Maker’s 46 Bourbon Review

By Richard Thomas

Rating: B+

Maker's 46

Maker’s 46
(Credit: Richard Thomas)

Few individual expressions have the kind of production story about them that Maker’s 46 has built up. The expression was Maker’s Mark first major brand extension, using a finish based on seared French Oak staves inserted into the middle of the barrel. This was an idea first employed by the independent Scotch blender-bottler Compass Box in their expression The Spice Tree , who were subsequently told to cease and desist by the Scotch Whisky Association, and forced to find a work-around.

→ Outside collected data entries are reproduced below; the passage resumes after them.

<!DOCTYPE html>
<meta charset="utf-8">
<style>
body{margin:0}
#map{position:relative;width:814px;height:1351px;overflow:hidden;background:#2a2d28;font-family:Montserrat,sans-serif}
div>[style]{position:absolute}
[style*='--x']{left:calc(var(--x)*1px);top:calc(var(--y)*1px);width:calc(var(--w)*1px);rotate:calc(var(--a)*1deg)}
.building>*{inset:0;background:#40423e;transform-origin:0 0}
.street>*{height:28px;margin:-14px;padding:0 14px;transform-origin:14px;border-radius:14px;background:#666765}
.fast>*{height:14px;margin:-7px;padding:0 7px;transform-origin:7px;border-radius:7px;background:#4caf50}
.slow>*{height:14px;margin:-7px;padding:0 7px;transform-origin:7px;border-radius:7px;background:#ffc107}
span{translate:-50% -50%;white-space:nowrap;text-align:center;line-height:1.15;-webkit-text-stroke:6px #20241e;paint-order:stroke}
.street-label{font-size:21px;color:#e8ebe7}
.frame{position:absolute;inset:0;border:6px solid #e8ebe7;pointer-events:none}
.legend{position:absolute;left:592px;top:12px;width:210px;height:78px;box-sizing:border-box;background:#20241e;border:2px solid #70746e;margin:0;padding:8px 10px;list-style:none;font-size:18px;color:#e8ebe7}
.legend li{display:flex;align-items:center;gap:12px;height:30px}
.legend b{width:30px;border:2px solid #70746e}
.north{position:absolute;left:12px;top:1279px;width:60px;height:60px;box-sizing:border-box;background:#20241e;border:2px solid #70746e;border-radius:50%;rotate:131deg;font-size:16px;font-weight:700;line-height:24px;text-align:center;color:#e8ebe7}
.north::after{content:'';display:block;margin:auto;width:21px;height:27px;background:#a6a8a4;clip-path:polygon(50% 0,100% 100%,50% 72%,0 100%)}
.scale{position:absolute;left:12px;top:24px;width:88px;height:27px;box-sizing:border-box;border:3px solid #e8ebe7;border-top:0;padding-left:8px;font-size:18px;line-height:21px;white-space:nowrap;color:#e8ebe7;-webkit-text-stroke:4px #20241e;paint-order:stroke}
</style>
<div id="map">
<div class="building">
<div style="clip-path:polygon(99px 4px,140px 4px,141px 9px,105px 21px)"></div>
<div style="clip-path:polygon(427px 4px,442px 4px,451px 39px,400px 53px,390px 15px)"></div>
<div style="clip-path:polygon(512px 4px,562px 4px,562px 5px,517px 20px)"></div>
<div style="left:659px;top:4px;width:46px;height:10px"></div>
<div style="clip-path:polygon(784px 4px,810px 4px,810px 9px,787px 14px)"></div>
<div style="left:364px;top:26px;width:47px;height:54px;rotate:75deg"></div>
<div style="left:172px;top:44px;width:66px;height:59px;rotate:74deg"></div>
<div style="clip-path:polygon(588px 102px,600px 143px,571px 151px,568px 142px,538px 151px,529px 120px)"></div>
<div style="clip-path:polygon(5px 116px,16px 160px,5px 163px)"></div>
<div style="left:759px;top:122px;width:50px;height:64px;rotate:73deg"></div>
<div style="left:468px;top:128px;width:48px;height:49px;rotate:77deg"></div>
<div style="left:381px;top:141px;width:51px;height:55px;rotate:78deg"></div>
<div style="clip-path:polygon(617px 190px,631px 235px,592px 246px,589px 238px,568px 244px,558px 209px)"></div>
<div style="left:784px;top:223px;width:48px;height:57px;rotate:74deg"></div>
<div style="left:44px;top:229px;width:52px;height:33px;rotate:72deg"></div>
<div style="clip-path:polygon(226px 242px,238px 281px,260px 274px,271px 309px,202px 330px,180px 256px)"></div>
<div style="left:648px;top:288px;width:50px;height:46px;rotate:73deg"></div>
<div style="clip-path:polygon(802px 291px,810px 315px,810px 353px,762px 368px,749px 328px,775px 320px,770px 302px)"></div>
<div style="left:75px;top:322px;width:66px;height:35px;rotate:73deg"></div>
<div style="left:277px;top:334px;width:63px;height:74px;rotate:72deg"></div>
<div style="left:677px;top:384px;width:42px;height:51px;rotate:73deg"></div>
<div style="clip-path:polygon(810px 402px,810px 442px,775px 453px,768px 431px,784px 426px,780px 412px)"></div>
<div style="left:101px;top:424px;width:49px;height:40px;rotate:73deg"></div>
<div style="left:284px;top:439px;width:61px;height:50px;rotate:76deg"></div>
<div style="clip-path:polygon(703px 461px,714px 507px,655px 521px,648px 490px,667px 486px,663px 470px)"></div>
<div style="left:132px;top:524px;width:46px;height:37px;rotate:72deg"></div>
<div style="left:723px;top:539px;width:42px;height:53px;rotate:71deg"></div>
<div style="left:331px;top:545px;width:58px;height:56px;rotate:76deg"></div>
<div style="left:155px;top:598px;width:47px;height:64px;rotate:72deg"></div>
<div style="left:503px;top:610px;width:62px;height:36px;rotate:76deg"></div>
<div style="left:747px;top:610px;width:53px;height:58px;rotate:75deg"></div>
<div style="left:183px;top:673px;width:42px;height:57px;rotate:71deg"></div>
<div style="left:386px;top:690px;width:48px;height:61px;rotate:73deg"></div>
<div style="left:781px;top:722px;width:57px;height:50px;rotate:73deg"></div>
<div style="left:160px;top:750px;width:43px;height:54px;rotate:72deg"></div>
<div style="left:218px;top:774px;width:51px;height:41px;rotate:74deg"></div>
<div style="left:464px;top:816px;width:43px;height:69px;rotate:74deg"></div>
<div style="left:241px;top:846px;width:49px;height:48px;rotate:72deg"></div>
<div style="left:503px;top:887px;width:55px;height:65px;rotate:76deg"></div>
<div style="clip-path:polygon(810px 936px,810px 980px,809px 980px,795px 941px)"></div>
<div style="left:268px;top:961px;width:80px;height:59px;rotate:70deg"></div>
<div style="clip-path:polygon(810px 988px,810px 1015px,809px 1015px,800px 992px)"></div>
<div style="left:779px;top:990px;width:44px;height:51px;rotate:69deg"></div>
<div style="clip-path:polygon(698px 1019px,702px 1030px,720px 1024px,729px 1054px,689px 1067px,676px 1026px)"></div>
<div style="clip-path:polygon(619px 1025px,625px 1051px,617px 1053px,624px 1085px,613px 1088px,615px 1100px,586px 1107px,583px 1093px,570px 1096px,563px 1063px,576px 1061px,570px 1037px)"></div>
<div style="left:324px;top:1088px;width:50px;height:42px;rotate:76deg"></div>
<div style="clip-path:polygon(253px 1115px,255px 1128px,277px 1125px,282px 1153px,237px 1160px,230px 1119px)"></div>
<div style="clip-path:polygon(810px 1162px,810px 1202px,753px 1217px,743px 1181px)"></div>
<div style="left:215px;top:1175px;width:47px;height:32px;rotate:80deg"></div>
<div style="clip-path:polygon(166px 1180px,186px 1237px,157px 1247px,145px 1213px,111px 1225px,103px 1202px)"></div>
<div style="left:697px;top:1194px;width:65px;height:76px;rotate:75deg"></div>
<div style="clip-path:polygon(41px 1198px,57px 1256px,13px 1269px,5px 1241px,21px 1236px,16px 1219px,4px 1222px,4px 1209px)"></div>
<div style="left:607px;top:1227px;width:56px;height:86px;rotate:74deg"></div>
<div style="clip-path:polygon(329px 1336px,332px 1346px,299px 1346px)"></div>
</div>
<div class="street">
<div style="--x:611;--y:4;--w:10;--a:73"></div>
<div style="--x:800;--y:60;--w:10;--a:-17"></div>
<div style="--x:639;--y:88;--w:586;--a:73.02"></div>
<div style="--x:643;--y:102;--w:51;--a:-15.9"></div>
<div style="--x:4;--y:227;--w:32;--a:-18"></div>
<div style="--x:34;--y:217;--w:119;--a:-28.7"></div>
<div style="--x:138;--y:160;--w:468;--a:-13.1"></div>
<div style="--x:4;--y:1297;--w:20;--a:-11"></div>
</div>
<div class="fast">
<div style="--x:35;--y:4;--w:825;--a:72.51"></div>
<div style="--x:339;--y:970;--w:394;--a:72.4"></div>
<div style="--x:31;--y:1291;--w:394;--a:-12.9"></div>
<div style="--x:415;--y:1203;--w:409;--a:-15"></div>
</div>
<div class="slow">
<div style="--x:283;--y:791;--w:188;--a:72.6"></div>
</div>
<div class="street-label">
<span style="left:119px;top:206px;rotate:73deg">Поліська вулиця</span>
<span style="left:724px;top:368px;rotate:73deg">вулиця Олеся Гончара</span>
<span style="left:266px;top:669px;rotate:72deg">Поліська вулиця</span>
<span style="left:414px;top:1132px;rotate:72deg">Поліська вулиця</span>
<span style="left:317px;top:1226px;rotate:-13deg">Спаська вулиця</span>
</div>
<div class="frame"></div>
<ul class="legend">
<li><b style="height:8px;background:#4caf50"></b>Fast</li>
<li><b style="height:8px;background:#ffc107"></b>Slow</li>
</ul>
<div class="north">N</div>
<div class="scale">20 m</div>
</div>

Maker’s Mark had no such obstacle, so they set about dumping mature barrels, placing the inserts, refilling them and giving their wheated bourbon a short finish. In experimenting with Maker’s 46, the distillery learned that the finish achieved its best results during the cooler winter months, and for years only being able to make the new expression on a seasonal basis put a major crimp in production. They adapted to this requirement by tunneling an aging cellar into the limestone of an adjacent hillside, and that cellar opened in December 2016.

If the Maker’s folks were going to build a new set of infrastructure to make Maker’s46 year around, it only made sense to do something more with it. Until recently, Maker’s Mark was the only major Kentucky bourbon distillery without a private barrel program of some kind. The reason for that was straightforward: Maker’s invests substantial labor into rotating their barrels in the warehouse so as to achieve consistent maturation. If every barrel of bourbon they mature is very nearly the same as every other barrel, there is no basis for either a single barrel or private barrel version.

Expanding Maker’s 46 production allowed them to create that private barrel program on the basis of letting customers customize stave inserts for their own barrel finish. Many bourbon enthusiasts are familiar with the results by now, since their favorite liquor store or bar probably has a private barrel of Maker’s Mark finished to their own specifications. All of that came from Maker’s 46.

The Bourbon
The look here is what you can see in the bottle: light, coppered amber. I’ve always thought Maker’s coloring was a bit lighter than many bourbons of similar age (approximately six years) and bottled at the same proof (94 in this case), and this is no exception. The coating of the glass was quite viscous, though, dropping just a few moderate tears.

The nose is classic Maker’s, but with a solid twist on it. The deep vanilla, sweetness, and toasty white bread are there, with the expected floral softness, but now with a note of toffee, a little extra spicy cinnamon and a certain dry quality to it.

The tasting keeps on in that Maker’s plus something else vein. It’s a creamy bourbon with a soft profile, predominately sweet and caramel in the main. But that current of cookie spices is there too, like someone put a bit too much cinnamon into the spice mix: “A dash of nutmeg, a dash of allspice, ooops! Too much cinnamon, but I guess I’ll run with it.” The flavor is a bit oakier than the nose suggested, and the touch of dryness comes on at the end.

From there the finish is light and soft, a bit oaky and a bit dry and spicy. As that fades away, I was left with a little dried grassiness. Overall, this stage is modest and wraps up quickly.

Maker’s 46 is one of those items that any fan of what Maker’s does has to pick up every now and again. It’s also such a lovely sipper that a bourbon fan should at least try it. Moreover, if spicier, high rye bourbons turn you off, give this one a try. It’s got some spice to it, but retains that expected softness of a wheated bourbon, and that might just make for a nice change of pace.

The Price
Expect to pay $40 to $48 for it in the US. Over in Europe, about £33 or €38 is pretty normal.